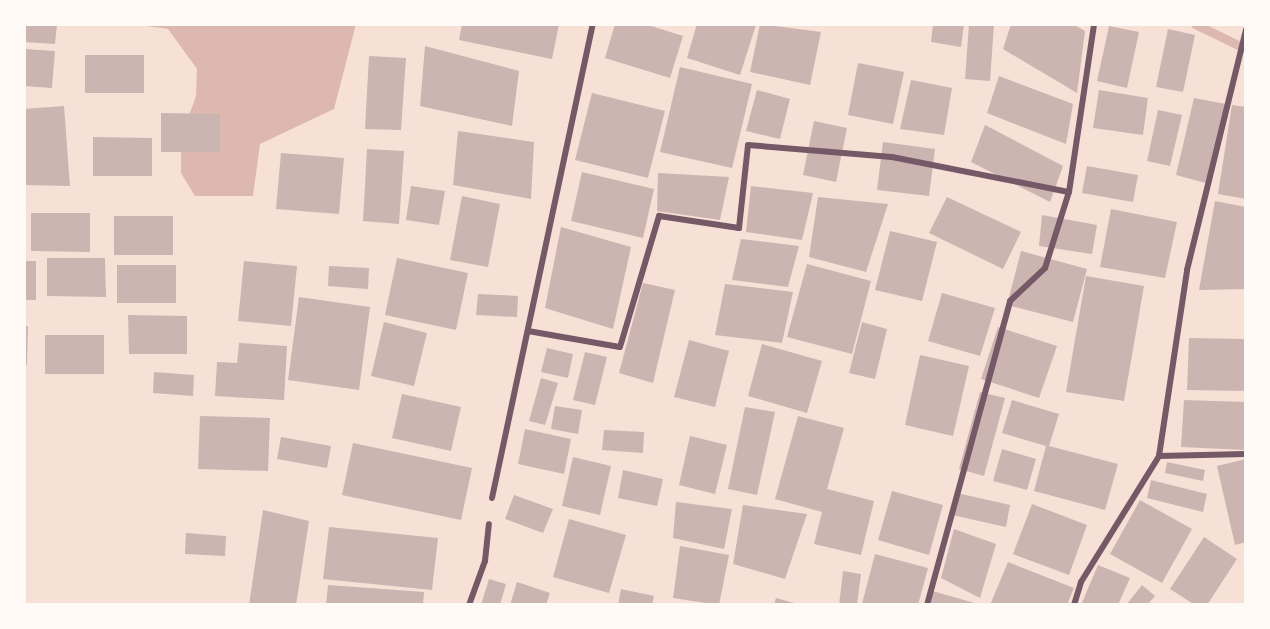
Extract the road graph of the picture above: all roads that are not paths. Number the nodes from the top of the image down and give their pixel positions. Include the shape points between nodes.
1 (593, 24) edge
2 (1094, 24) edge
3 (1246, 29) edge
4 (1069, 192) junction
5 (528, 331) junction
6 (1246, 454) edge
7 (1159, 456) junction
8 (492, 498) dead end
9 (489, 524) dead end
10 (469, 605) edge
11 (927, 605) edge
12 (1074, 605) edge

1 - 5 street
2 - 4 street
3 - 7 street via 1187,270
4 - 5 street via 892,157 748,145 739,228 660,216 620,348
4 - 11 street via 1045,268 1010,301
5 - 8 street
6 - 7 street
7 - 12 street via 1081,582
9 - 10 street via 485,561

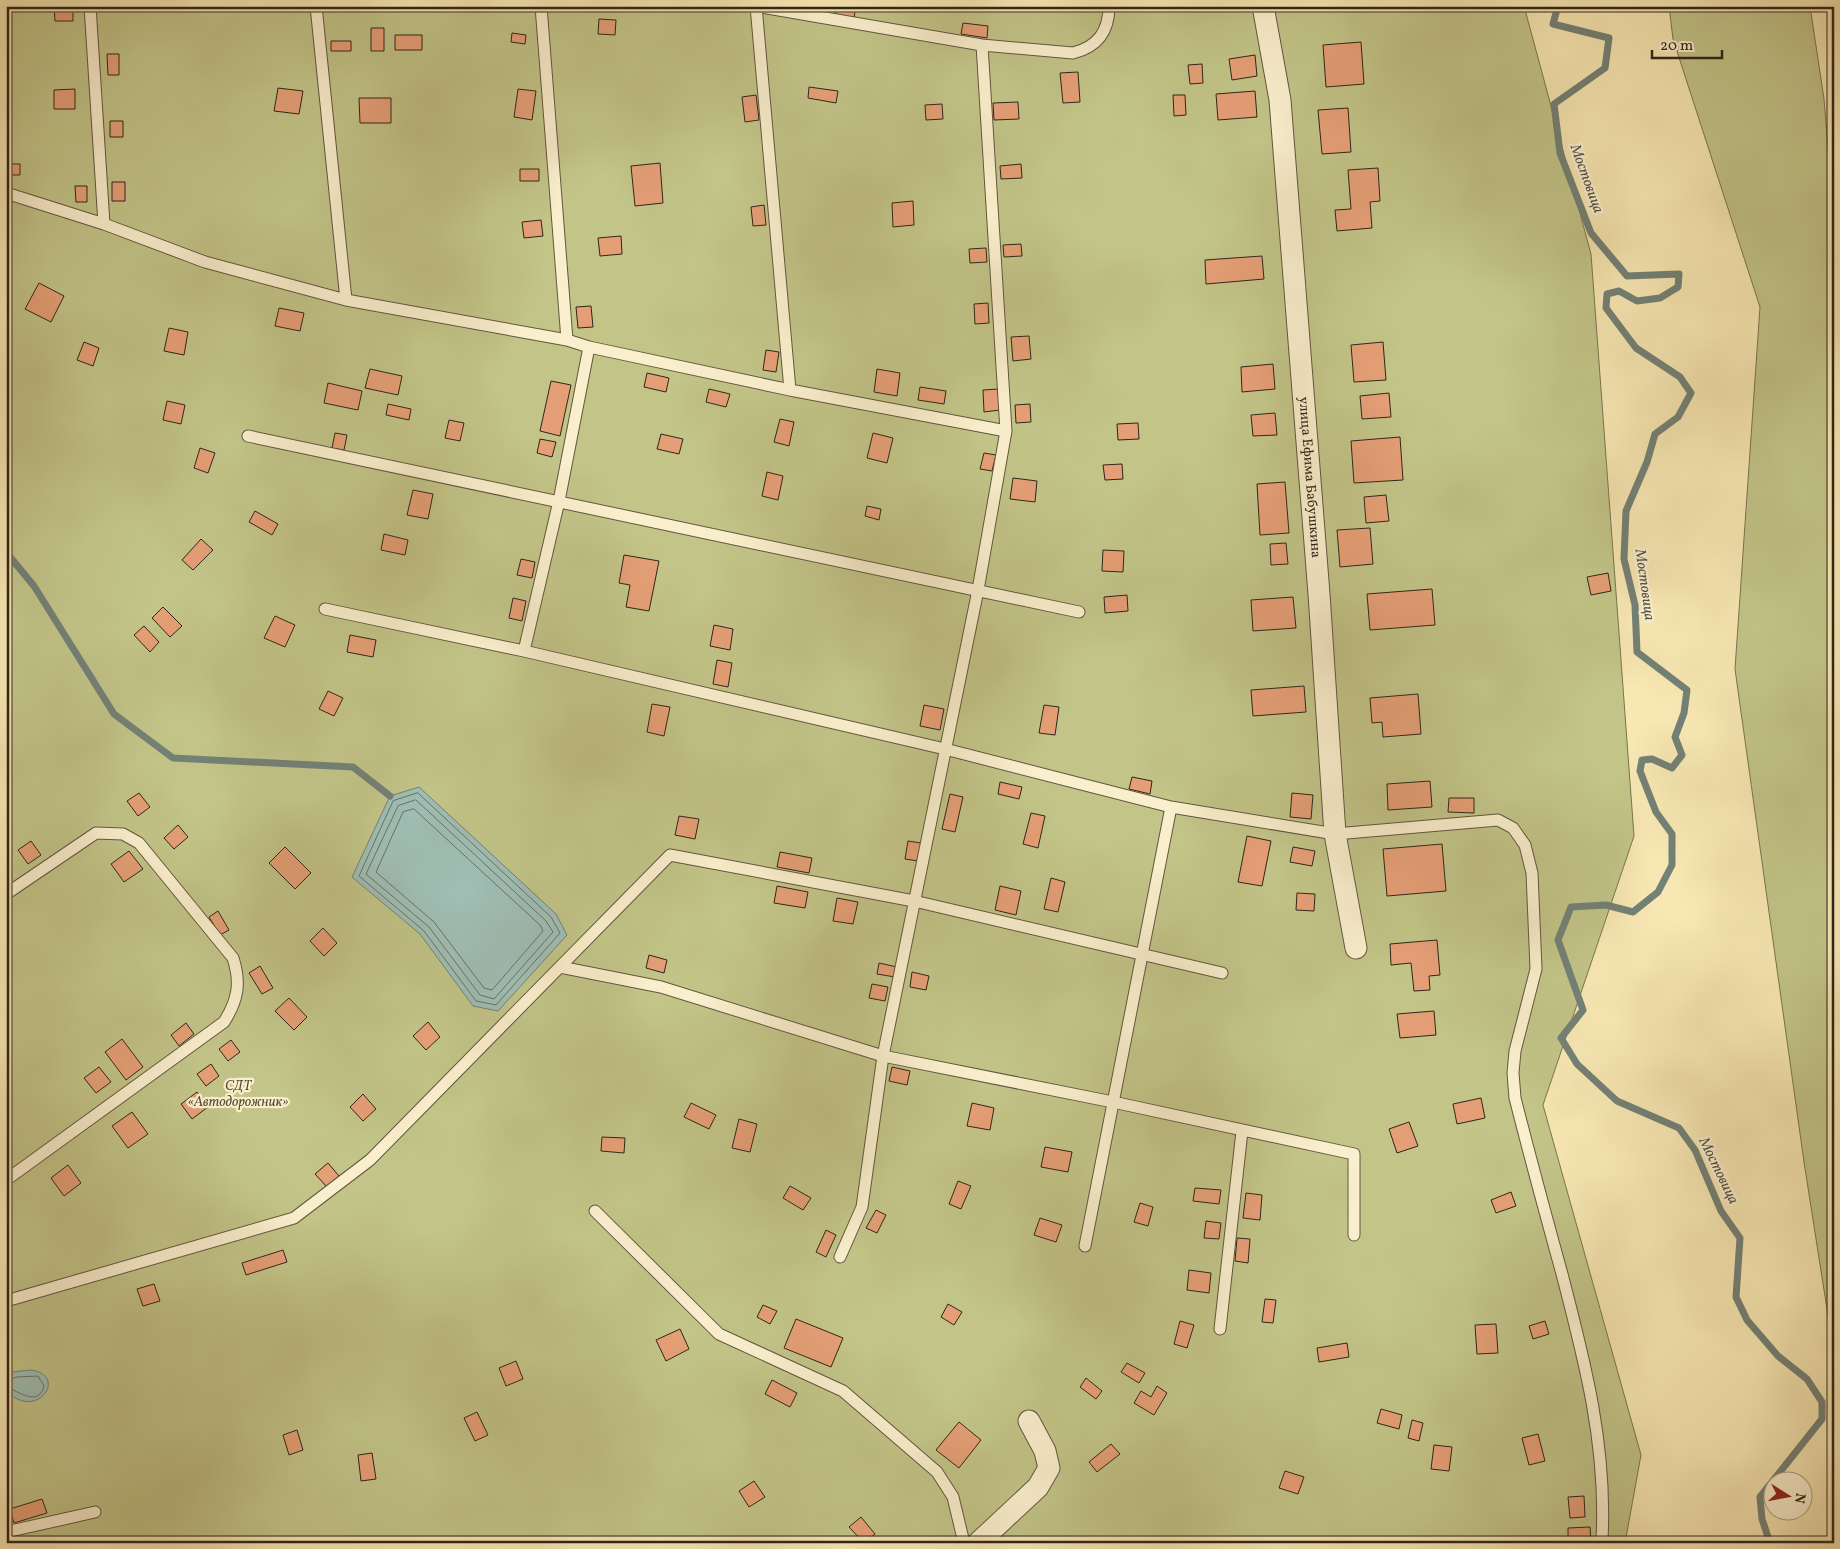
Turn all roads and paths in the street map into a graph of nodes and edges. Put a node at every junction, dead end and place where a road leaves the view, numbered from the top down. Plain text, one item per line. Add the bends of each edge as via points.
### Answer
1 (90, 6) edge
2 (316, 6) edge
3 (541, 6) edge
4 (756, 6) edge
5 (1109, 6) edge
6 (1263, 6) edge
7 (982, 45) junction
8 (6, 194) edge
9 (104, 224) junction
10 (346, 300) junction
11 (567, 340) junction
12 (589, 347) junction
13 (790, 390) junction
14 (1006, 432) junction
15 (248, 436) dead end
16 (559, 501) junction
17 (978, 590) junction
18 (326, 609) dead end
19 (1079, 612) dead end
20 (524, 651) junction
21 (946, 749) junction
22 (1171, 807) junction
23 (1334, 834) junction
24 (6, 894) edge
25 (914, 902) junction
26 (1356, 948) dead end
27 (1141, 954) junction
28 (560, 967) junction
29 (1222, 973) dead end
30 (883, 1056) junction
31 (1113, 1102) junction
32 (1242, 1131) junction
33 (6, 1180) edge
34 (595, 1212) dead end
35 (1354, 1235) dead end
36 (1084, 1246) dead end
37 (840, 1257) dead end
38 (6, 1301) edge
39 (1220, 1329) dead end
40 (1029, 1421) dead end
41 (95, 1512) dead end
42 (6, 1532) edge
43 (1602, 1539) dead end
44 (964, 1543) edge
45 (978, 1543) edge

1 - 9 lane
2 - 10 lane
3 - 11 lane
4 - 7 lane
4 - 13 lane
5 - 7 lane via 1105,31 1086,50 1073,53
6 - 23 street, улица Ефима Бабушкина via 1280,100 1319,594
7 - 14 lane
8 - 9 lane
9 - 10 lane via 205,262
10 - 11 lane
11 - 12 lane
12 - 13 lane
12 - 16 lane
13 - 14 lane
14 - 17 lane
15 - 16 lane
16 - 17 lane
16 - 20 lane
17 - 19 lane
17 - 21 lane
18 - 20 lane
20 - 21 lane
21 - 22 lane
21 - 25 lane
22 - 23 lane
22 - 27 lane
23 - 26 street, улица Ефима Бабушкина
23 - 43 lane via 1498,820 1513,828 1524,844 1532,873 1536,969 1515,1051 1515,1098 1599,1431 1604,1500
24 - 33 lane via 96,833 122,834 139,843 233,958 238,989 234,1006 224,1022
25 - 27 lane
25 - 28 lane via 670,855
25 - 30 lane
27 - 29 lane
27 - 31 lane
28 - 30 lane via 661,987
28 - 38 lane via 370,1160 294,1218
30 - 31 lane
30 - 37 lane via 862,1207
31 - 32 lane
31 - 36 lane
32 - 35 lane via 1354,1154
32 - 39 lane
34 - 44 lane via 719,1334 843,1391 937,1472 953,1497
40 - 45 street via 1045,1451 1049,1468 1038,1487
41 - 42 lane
##########
▶ _Assigned task_: Throughout the data above, report every line that contains the string "road".

▶ _Output for this exercise_:
Extract the road graph of the picture above: all roads that are not paths. Number the nodes from the top of the image down and give their pixel positions. Include the shape points between nodes.
Turn all roads and paths in the street map into a graph of nodes and edges. Put a node at every junction, dead end and place where a road leaves the view, numbered from the top down. Plain text, one item per line. Add the bends of each edge as via points.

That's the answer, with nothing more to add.